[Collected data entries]

________

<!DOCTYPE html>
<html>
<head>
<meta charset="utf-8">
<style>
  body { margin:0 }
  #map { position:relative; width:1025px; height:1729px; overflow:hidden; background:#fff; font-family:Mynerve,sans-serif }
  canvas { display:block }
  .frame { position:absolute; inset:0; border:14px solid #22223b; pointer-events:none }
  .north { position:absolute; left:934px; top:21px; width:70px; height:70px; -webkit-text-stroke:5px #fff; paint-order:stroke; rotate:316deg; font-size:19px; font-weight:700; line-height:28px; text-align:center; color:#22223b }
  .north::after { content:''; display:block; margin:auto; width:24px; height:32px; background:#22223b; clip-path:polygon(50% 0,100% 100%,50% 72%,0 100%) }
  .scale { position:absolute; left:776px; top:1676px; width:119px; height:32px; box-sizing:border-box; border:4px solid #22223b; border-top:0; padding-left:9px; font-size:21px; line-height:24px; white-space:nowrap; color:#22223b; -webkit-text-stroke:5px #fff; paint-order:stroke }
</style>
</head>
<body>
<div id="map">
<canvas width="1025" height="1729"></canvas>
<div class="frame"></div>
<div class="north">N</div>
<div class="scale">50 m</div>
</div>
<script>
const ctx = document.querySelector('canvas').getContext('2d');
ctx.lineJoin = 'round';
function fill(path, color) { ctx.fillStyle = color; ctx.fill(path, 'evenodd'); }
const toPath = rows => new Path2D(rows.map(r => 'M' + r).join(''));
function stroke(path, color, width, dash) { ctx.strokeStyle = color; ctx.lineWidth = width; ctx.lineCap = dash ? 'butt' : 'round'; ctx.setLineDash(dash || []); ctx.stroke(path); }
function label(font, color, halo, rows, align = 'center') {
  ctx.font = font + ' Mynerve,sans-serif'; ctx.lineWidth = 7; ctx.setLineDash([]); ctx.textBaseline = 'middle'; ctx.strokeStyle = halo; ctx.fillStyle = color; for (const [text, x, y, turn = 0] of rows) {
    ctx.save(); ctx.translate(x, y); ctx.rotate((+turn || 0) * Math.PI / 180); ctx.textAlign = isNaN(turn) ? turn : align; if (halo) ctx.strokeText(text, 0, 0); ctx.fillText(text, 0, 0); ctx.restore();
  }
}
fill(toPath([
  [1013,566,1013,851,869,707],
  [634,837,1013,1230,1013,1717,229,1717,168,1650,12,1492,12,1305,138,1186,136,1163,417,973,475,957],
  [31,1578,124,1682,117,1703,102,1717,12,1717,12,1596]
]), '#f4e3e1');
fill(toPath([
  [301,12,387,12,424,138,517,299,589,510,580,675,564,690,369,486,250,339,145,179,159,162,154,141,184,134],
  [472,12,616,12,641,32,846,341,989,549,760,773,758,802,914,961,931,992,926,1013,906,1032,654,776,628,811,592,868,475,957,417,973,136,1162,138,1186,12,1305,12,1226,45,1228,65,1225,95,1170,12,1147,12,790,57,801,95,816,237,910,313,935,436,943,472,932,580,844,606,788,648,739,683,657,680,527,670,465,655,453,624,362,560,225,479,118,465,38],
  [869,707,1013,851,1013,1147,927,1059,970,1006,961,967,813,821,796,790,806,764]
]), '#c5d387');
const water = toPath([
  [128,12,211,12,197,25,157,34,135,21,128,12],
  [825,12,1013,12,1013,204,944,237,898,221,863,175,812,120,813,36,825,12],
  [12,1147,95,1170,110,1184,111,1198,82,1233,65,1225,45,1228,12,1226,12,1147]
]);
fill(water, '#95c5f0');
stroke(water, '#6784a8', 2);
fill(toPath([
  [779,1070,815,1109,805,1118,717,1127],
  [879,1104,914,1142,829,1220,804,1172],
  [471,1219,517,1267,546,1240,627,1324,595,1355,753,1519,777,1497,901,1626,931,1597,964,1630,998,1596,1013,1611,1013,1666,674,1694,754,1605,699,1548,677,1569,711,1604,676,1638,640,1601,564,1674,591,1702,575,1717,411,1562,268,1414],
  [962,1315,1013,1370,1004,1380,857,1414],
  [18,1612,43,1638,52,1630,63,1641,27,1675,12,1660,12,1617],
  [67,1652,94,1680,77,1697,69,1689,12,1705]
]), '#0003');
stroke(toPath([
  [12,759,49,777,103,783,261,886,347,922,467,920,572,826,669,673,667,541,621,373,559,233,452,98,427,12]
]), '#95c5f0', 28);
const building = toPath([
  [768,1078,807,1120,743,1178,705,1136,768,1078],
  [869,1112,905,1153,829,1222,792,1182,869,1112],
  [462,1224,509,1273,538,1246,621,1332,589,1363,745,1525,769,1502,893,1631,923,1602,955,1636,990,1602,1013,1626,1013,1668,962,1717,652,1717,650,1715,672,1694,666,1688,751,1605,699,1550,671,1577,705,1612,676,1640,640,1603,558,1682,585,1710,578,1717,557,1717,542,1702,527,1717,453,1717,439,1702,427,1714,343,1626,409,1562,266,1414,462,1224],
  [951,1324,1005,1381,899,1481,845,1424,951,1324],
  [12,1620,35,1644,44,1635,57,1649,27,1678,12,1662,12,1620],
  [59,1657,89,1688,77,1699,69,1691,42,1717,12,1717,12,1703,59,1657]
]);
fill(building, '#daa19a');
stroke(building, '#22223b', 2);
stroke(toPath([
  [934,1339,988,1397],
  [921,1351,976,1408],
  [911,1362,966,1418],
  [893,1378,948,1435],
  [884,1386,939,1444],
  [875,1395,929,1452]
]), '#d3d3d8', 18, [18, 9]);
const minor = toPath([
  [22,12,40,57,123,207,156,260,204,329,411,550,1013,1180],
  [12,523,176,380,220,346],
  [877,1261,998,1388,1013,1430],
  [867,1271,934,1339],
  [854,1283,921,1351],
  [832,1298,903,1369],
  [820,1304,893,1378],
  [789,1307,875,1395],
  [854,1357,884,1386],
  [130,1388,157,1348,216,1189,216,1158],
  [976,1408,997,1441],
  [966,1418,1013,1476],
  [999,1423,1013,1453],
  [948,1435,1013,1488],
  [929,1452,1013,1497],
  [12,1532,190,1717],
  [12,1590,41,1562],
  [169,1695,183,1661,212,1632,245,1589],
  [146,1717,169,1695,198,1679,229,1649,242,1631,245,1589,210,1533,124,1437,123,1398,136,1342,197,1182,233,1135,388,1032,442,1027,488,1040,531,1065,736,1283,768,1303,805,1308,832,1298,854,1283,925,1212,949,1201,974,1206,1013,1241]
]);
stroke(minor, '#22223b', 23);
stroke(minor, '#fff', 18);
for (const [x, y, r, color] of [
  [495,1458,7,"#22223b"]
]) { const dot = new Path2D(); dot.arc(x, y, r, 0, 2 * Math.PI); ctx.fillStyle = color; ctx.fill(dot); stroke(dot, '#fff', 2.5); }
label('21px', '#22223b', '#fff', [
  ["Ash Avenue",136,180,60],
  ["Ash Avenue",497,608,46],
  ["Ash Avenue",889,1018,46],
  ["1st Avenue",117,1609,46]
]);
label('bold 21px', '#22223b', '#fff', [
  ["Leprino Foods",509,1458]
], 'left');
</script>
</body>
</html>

________

- **BRIEF**:
A single number is the whole answer: the number of lines in the entries that include "setLineDash".

- **RESPONSE BOX**:
2